Berlin (epd). Die Behindertenhilfe beklagt eine hohe Zusatzbelastung und viel Unklarheit durch die beschlossene Impfpflicht für die Beschäftigten der Sozialbranche. Dies treffe die Beschäftigten in einer Situation, in der nach zwei Jahren Corona-Pandemie „fast alle extrem müde und ausgelaugt“ seien. Dennoch werde in den Einrichtungen „mit erheblichem Kommunikationsaufwand fürs Impfen geworden“, sagte die Geschäftsführerin des Bundesverbandes evangelische Behindertenhilfe (BeB), Barbara Heuerding, dem Evangelischen Pressedienst (epd).
Den Einrichtungen und Diensten in der Behindertenhilfe sei es „nur begrenzt möglich, sich und die Mitarbeiterinnen und Mitarbeiter auf die Impfpflicht einzustellen, weil die Umsetzung teilweise unklar ist“, sagte Heuerding. Es gelinge zudem nur unzureichend, mit den Gesundheitsämtern Klärungen herbeizuführen.
Die Arbeitgeber würden Beschäftigte, die bis zum 15. März keinen Immunitätsnachweis vorlegen, „nicht unmittelbar“ kündigen, erklärte die Juristin. Gleichzeitig suchten sie händeringend nach Personal.

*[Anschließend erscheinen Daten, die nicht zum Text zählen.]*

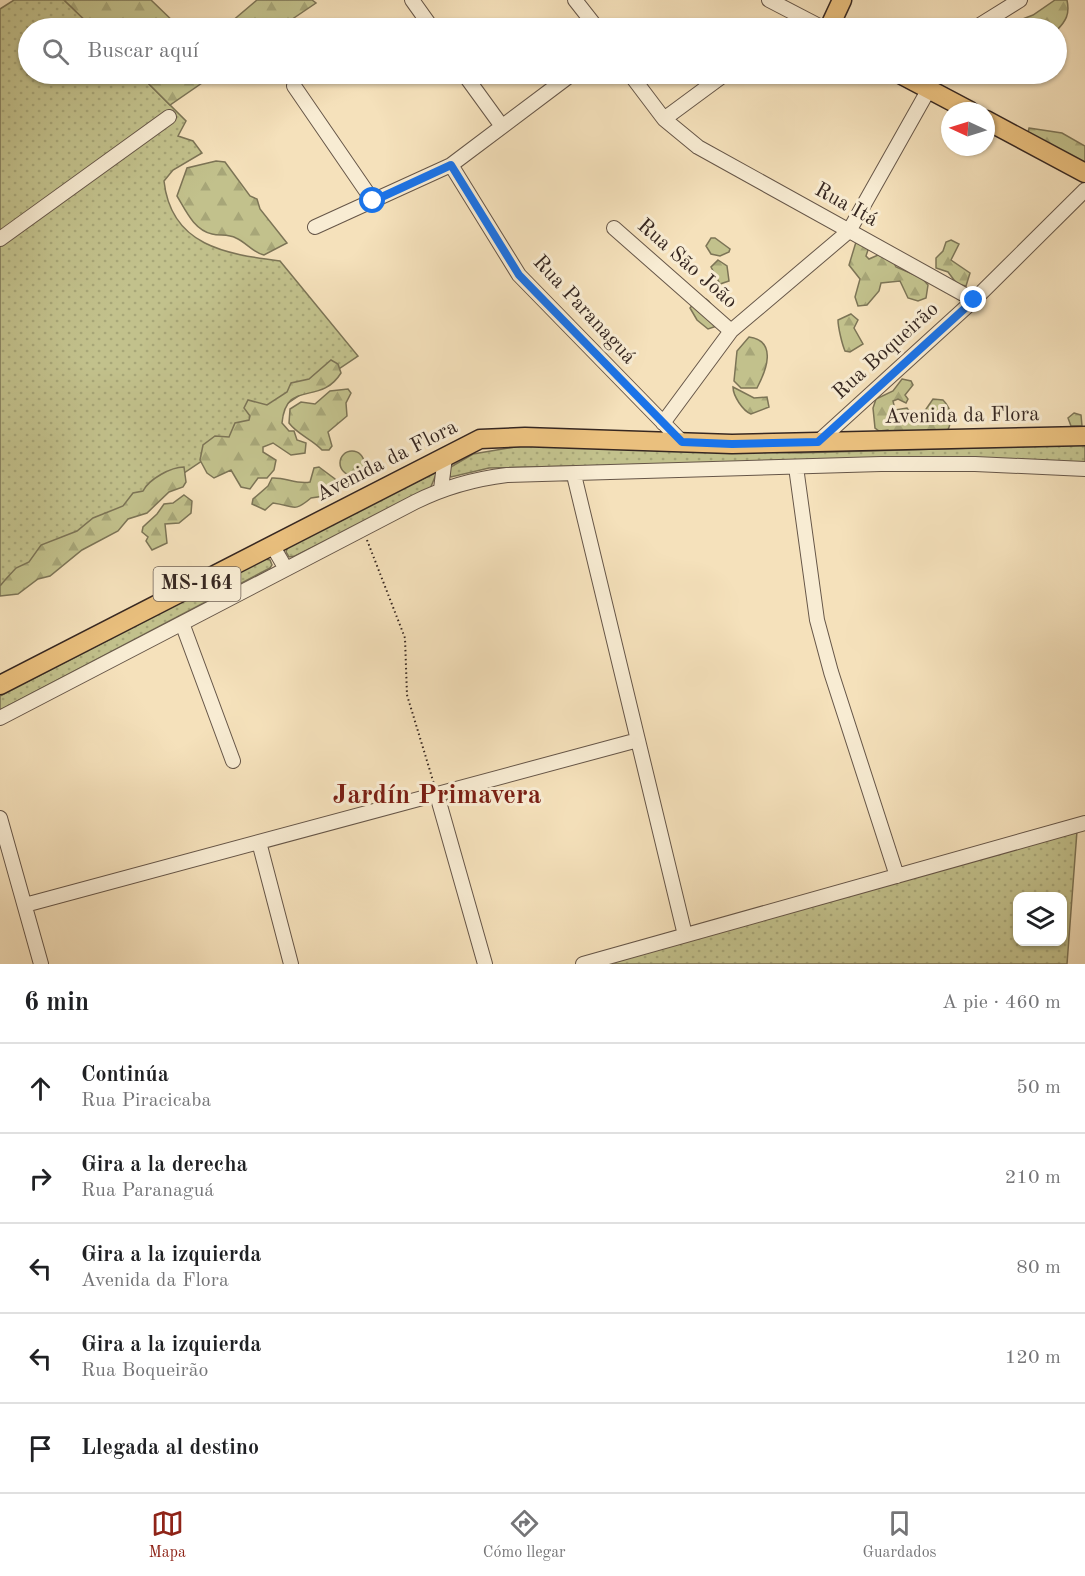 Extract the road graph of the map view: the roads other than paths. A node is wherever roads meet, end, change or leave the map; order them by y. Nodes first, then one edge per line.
1 (412, 0) edge
2 (575, 0) edge
3 (768, 0) edge
4 (842, 0) edge
5 (1020, 0) edge
6 (801, 17) edge
7 (425, 18) edge
8 (589, 18) edge
9 (834, 18) edge
10 (991, 18) edge
11 (471, 84) edge
12 (558, 84) edge
13 (638, 84) edge
14 (711, 84) edge
15 (920, 84) edge
16 (294, 86) dead end
17 (929, 89) junction
18 (953, 102) edge
19 (169, 117) dead end
20 (664, 119) junction
21 (501, 125) junction
22 (995, 125) edge
23 (451, 165) junction
24 (1085, 173) edge
25 (1085, 190) edge
26 (373, 201) junction
27 (315, 227) dead end
28 (614, 228) dead end
29 (849, 231) junction
30 (0, 239) edge
31 (974, 300) junction
32 (731, 332) junction
33 (663, 423) junction
34 (1085, 436) edge
35 (682, 442) junction
36 (818, 442) junction
37 (445, 457) junction
38 (796, 467) junction
39 (1085, 469) edge
40 (574, 475) junction
41 (441, 489) junction
42 (272, 545) junction
43 (286, 569) junction
44 (182, 623) junction
45 (0, 685) edge
46 (0, 718) edge
47 (638, 740) junction
48 (233, 760) dead end
49 (437, 795) junction
50 (0, 818) edge
51 (1085, 823) edge
52 (259, 842) junction
53 (897, 876) junction
54 (25, 905) junction
55 (685, 935) junction
56 (41, 964) edge
57 (291, 964) edge
58 (485, 964) edge
59 (583, 964) edge

1 - 7 street
2 - 8 street
3 - 6 street
4 - 9 main road
5 - 10 street
11 - 21 street
12 - 21 street
13 - 20 street, Rua Itá
14 - 20 street
15 - 17 main road
16 - 26 street
17 - 18 main road
17 - 29 street
19 - 30 street
20 - 29 street, Rua Itá
21 - 23 street
22 - 24 main road
23 - 26 street
23 - 33 street, Rua Paranaguá
25 - 31 street, Rua Boqueirão
26 - 27 street
28 - 32 street, Rua São João
29 - 31 street, Rua Itá
29 - 32 street
31 - 36 street, Rua Boqueirão
32 - 33 street
33 - 35 street, Rua Paranaguá
34 - 36 main road, Avenida da Flora / MS-164
35 - 36 main road, Avenida da Flora / MS-164
35 - 37 main road, Avenida da Flora / MS-164
37 - 41 street
37 - 42 main road, Avenida da Flora / MS-164
38 - 39 street
38 - 40 street
38 - 53 street
40 - 41 street
40 - 47 street
41 - 43 street
42 - 43 street
42 - 45 main road, Avenida da Flora / MS-164
43 - 44 street
44 - 46 street
44 - 48 street
47 - 49 street
47 - 55 street
49 - 52 street
49 - 58 street
50 - 54 street
51 - 53 street
52 - 54 street
52 - 57 street
53 - 55 street
54 - 56 street
55 - 59 street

In der Behindertenarbeit sei nach zwei Jahren Pandemie und der aktuellen Omikronwelle die Belastungsgrenze erreicht. „Bei einigen Angeboten wissen die Leistungserbringer wegen der hohen Anzahl positiv getesteter Klienten und Mitarbeiterinnen nicht mehr, wie sie den Betrieb aufrechterhalten können“, berichtete Heuerding.
Bei vielen Angeboten müsse wegen Erkrankungen jeden Tag umdisponiert werden, weil ständig die Dienstpläne verändert und neue Verordnungen umgesetzt werden müssten. „In Nordrhein-Westfalen waren es rund 210 Verordnungen und Allgemeinverfügungen seit Beginn der Pandemie“, beklagt die Verbands-Chefin. Hinzu komme ein hoher Dokumentationsaufwand für die Refinanzierung von Antigentests in den Einrichtungen.
Die Eltern behinderter Kinder seien besonders gefordert, auch weil viele familienentlastende Angebote eingeschränkt seien. „Viele Angehörige sorgen sich vor allem vor einer Ansteckung mit dem Coronavirus, wenn sie risikoerkrankte Kinder haben. Einige fühlen sich alleingelassen, weil Kinder mit Behinderung nicht im Fokus der Politik sind“, kritisiert die Sozialexpertin.